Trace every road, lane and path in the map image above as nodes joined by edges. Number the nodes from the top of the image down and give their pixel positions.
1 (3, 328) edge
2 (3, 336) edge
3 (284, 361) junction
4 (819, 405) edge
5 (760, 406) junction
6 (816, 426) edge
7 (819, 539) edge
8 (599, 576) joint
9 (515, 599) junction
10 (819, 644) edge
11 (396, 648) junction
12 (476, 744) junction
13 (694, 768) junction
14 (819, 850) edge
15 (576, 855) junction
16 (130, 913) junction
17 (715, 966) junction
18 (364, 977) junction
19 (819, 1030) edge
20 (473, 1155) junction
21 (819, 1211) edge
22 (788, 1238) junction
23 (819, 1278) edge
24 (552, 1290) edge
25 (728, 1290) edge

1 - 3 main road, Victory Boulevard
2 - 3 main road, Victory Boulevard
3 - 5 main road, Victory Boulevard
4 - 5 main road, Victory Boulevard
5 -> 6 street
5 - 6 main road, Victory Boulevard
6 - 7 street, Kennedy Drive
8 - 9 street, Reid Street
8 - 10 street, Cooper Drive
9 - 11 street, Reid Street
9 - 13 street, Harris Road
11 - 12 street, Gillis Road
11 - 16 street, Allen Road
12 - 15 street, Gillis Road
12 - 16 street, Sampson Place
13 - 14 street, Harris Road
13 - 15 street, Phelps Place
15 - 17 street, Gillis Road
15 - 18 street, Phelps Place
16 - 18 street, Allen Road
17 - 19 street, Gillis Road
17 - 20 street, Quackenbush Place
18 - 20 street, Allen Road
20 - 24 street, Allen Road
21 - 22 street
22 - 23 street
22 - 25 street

▶ _YOUR OBJECTIVE_:
Your answer must be an exact copy of every entry above.

▶ _REPLY_:
Trace every road, lane and path in the map image above as nodes joined by edges. Number the nodes from the top of the image down and give their pixel positions.
1 (3, 328) edge
2 (3, 336) edge
3 (284, 361) junction
4 (819, 405) edge
5 (760, 406) junction
6 (816, 426) edge
7 (819, 539) edge
8 (599, 576) joint
9 (515, 599) junction
10 (819, 644) edge
11 (396, 648) junction
12 (476, 744) junction
13 (694, 768) junction
14 (819, 850) edge
15 (576, 855) junction
16 (130, 913) junction
17 (715, 966) junction
18 (364, 977) junction
19 (819, 1030) edge
20 (473, 1155) junction
21 (819, 1211) edge
22 (788, 1238) junction
23 (819, 1278) edge
24 (552, 1290) edge
25 (728, 1290) edge

1 - 3 main road, Victory Boulevard
2 - 3 main road, Victory Boulevard
3 - 5 main road, Victory Boulevard
4 - 5 main road, Victory Boulevard
5 -> 6 street
5 - 6 main road, Victory Boulevard
6 - 7 street, Kennedy Drive
8 - 9 street, Reid Street
8 - 10 street, Cooper Drive
9 - 11 street, Reid Street
9 - 13 street, Harris Road
11 - 12 street, Gillis Road
11 - 16 street, Allen Road
12 - 15 street, Gillis Road
12 - 16 street, Sampson Place
13 - 14 street, Harris Road
13 - 15 street, Phelps Place
15 - 17 street, Gillis Road
15 - 18 street, Phelps Place
16 - 18 street, Allen Road
17 - 19 street, Gillis Road
17 - 20 street, Quackenbush Place
18 - 20 street, Allen Road
20 - 24 street, Allen Road
21 - 22 street
22 - 23 street
22 - 25 street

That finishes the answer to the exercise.